TASK DESCRIPTION: You are to retype all of the data exactly as it appears.

GIVEN DATA START

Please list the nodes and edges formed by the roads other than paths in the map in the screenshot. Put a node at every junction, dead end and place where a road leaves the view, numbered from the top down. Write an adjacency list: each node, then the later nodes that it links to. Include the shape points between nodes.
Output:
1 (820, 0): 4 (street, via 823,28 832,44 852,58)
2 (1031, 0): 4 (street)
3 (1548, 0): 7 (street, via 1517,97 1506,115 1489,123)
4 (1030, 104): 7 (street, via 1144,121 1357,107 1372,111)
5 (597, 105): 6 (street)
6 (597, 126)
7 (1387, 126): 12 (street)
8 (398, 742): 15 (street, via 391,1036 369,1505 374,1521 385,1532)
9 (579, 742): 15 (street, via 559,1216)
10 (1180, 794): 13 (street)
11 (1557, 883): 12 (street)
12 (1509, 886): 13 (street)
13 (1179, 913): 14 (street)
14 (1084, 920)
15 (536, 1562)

GIVEN DATA END

SOLVED EXERCISE:
Please list the nodes and edges formed by the roads other than paths in the map in the screenshot. Put a node at every junction, dead end and place where a road leaves the view, numbered from the top down. Write an adjacency list: each node, then the later nodes that it links to. Include the shape points between nodes.
Output:
1 (820, 0): 4 (street, via 823,28 832,44 852,58)
2 (1031, 0): 4 (street)
3 (1548, 0): 7 (street, via 1517,97 1506,115 1489,123)
4 (1030, 104): 7 (street, via 1144,121 1357,107 1372,111)
5 (597, 105): 6 (street)
6 (597, 126)
7 (1387, 126): 12 (street)
8 (398, 742): 15 (street, via 391,1036 369,1505 374,1521 385,1532)
9 (579, 742): 15 (street, via 559,1216)
10 (1180, 794): 13 (street)
11 (1557, 883): 12 (street)
12 (1509, 886): 13 (street)
13 (1179, 913): 14 (street)
14 (1084, 920)
15 (536, 1562)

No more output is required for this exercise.